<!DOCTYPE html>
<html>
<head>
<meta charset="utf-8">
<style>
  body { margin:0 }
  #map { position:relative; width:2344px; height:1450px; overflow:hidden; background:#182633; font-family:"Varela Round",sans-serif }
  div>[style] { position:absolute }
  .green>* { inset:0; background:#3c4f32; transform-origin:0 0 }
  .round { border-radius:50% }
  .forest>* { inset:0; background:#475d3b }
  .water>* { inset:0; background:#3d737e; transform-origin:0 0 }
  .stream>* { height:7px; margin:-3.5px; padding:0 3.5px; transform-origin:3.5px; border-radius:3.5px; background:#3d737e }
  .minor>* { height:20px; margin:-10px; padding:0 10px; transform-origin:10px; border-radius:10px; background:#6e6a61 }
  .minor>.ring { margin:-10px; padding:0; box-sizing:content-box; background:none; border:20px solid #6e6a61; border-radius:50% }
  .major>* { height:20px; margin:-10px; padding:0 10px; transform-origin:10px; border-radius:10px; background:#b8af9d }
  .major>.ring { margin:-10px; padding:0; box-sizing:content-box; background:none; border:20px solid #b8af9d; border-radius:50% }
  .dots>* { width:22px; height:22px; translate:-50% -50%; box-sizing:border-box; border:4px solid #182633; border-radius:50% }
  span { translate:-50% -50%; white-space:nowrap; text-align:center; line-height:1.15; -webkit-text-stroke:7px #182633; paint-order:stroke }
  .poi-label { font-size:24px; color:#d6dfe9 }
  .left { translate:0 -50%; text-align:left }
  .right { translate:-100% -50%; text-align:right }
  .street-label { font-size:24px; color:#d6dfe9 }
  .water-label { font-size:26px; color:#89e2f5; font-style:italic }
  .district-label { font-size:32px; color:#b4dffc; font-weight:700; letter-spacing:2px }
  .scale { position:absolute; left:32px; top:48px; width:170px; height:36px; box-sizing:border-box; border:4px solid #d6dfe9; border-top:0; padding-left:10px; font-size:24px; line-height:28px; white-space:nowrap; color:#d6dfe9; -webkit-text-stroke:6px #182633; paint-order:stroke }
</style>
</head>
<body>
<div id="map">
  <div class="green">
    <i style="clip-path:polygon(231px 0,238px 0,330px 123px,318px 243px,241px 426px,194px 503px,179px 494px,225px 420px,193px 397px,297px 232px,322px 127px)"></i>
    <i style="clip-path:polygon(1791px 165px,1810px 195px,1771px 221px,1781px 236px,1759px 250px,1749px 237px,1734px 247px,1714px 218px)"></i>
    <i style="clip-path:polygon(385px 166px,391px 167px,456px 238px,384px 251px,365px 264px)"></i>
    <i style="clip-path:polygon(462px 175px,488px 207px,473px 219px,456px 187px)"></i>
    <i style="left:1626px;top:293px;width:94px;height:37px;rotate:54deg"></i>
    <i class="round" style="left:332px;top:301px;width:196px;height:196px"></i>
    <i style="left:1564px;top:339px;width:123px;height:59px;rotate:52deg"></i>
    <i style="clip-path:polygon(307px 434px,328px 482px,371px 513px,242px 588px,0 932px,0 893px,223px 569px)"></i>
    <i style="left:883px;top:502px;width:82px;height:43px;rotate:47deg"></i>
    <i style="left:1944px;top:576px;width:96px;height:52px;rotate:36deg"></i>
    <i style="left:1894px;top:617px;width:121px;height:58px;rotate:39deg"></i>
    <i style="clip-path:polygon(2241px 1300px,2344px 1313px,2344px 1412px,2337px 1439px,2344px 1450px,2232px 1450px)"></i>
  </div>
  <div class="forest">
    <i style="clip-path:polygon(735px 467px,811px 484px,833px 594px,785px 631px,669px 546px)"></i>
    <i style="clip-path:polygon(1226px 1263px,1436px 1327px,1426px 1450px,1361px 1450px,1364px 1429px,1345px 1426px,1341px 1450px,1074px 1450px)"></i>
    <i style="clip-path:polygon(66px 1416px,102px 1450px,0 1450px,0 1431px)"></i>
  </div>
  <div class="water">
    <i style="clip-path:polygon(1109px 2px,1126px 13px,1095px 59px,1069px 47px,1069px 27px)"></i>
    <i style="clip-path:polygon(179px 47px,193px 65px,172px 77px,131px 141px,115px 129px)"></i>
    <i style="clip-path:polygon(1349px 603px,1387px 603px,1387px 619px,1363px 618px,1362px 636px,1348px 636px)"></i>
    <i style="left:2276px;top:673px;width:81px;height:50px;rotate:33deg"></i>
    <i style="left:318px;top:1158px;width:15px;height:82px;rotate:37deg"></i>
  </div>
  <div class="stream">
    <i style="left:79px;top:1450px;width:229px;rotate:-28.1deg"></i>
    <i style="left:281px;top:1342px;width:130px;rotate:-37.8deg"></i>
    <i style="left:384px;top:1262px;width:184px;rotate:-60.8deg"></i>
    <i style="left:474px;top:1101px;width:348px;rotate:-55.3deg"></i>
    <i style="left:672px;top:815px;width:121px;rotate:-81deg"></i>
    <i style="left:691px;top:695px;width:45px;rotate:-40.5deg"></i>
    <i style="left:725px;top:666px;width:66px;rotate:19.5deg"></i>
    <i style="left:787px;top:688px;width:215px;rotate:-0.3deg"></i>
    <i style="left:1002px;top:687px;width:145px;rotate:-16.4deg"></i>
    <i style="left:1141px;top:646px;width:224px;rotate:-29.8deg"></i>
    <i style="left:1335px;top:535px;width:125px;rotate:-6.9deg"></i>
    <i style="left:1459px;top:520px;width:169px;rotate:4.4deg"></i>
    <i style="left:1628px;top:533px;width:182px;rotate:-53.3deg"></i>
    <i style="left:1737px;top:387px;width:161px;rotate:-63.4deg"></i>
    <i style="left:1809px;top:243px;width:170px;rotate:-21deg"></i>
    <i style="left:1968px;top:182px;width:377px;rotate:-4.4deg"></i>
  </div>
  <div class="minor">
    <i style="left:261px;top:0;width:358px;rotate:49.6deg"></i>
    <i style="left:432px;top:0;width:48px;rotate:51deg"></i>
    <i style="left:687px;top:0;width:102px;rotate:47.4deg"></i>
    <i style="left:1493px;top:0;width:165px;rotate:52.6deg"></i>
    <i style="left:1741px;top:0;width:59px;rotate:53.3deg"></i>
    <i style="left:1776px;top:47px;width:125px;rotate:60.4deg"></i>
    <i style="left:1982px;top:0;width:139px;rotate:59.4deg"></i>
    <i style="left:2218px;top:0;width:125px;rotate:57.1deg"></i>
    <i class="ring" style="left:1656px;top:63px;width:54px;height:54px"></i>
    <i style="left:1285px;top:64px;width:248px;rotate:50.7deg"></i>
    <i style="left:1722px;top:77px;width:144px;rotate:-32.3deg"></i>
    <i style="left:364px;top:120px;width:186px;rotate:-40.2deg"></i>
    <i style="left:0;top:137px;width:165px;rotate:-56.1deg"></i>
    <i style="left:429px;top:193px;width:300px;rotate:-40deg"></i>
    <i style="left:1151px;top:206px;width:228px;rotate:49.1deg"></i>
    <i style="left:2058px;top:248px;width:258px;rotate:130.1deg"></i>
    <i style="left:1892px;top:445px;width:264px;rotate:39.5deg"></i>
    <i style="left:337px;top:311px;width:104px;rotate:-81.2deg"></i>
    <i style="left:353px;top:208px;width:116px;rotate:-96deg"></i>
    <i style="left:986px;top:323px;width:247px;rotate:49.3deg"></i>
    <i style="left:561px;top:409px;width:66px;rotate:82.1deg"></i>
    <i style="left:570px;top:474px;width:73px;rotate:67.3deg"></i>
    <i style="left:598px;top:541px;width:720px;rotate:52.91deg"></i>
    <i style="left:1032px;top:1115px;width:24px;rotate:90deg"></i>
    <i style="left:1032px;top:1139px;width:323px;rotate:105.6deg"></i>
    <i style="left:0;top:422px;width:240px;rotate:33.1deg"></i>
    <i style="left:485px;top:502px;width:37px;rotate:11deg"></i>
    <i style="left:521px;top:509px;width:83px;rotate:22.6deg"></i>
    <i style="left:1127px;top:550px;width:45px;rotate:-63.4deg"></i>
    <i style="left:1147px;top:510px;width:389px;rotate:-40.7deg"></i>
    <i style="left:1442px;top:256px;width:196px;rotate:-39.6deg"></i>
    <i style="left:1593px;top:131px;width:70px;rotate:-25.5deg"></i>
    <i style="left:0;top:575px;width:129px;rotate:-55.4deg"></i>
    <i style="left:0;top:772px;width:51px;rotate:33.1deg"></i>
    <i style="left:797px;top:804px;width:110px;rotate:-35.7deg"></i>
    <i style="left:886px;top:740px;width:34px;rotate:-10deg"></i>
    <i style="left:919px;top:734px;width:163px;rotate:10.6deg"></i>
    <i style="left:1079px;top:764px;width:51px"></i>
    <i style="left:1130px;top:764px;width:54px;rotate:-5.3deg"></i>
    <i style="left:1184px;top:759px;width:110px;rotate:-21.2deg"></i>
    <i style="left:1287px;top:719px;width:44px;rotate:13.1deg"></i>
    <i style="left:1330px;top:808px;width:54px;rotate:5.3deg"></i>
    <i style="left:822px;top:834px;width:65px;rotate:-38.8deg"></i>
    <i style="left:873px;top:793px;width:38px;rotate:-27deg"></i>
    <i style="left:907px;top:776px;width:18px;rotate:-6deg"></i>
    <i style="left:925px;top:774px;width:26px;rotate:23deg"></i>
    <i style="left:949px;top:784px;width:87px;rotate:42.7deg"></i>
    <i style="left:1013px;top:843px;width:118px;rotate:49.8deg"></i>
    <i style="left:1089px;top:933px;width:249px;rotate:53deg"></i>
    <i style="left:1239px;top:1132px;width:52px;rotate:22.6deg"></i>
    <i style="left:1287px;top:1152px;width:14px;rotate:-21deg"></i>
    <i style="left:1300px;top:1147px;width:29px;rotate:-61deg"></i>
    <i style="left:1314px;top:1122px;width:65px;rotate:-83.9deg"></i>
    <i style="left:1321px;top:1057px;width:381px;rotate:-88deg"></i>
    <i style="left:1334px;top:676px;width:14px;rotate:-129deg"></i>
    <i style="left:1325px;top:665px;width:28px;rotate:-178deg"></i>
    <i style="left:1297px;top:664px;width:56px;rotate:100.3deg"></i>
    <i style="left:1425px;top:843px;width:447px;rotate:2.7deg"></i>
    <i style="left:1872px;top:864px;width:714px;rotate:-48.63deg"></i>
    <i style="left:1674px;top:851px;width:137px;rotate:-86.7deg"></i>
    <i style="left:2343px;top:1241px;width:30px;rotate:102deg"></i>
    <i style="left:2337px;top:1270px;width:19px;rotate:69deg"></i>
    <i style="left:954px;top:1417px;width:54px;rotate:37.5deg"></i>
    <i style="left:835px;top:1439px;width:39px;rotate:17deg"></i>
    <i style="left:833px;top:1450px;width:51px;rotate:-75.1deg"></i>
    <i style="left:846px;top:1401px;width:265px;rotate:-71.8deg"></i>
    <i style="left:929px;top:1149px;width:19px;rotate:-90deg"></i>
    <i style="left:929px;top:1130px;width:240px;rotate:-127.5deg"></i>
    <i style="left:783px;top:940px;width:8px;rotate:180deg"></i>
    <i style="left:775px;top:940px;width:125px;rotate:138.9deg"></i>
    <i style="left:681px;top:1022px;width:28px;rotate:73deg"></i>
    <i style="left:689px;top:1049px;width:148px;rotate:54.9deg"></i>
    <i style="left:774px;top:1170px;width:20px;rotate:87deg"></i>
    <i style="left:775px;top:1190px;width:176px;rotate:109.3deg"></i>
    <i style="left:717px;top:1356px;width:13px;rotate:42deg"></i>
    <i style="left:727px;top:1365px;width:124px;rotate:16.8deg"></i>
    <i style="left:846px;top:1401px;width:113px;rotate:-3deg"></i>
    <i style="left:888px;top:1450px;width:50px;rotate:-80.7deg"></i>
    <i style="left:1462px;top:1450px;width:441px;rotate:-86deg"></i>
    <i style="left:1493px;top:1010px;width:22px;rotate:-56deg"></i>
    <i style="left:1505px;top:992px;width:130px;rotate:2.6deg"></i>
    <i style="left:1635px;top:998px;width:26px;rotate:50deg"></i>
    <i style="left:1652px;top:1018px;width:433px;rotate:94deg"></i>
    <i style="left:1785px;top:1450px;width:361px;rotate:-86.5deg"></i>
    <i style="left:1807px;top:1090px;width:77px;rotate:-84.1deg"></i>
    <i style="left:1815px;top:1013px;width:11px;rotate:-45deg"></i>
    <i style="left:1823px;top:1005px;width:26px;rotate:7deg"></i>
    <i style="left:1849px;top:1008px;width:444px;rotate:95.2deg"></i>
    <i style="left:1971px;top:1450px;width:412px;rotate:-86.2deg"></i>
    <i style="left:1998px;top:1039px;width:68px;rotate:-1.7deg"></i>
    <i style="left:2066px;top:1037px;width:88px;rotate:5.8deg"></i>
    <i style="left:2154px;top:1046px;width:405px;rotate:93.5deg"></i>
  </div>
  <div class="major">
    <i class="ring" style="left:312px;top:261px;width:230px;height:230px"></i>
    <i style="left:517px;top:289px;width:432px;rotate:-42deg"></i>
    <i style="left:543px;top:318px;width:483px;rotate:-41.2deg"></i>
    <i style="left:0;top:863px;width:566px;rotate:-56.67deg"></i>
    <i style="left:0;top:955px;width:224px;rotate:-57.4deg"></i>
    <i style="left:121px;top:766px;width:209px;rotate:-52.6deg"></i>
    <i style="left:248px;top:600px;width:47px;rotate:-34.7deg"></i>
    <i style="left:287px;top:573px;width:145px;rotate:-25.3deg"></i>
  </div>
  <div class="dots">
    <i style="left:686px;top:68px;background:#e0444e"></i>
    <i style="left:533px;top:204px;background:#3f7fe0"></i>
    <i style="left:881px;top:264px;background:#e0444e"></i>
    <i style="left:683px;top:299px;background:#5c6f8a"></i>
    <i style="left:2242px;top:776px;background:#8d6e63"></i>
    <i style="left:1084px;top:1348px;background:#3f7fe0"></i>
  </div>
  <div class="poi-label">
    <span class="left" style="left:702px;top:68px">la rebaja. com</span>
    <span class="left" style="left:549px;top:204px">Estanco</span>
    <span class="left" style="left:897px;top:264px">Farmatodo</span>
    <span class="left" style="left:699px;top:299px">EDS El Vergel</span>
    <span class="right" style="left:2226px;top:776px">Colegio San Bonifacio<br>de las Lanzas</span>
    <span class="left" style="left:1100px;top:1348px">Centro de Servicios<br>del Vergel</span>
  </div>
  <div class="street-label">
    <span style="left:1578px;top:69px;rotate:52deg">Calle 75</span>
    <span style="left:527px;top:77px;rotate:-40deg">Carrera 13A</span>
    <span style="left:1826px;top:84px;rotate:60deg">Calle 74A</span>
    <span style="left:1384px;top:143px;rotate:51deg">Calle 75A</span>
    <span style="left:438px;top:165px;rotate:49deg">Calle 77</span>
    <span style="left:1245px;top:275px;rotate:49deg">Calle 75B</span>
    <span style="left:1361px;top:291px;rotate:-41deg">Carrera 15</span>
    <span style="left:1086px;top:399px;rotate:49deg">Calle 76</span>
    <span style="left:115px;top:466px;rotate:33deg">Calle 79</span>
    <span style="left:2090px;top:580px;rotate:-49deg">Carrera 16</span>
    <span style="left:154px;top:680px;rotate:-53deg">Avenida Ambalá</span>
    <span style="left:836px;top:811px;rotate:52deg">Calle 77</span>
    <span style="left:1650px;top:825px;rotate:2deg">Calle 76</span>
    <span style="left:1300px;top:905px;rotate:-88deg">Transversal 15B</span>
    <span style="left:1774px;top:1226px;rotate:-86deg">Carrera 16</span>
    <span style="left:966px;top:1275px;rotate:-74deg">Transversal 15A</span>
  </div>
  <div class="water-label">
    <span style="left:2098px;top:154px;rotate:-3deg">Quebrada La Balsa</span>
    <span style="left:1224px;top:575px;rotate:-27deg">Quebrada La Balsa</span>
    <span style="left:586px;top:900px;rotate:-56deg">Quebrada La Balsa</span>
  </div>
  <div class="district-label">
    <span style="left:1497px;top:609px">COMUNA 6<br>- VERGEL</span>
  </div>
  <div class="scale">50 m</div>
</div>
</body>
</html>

Your goal:
Quote only the stretch of lines that starts the data above and ends with the line containing "height:7px; margin:-3.5px; padding:0", both included.

Expected answer:
<!DOCTYPE html>
<html>
<head>
<meta charset="utf-8">
<style>
  body { margin:0 }
  #map { position:relative; width:2344px; height:1450px; overflow:hidden; background:#182633; font-family:"Varela Round",sans-serif }
  div>[style] { position:absolute }
  .green>* { inset:0; background:#3c4f32; transform-origin:0 0 }
  .round { border-radius:50% }
  .forest>* { inset:0; background:#475d3b }
  .water>* { inset:0; background:#3d737e; transform-origin:0 0 }
  .stream>* { height:7px; margin:-3.5px; padding:0 3.5px; transform-origin:3.5px; border-radius:3.5px; background:#3d737e }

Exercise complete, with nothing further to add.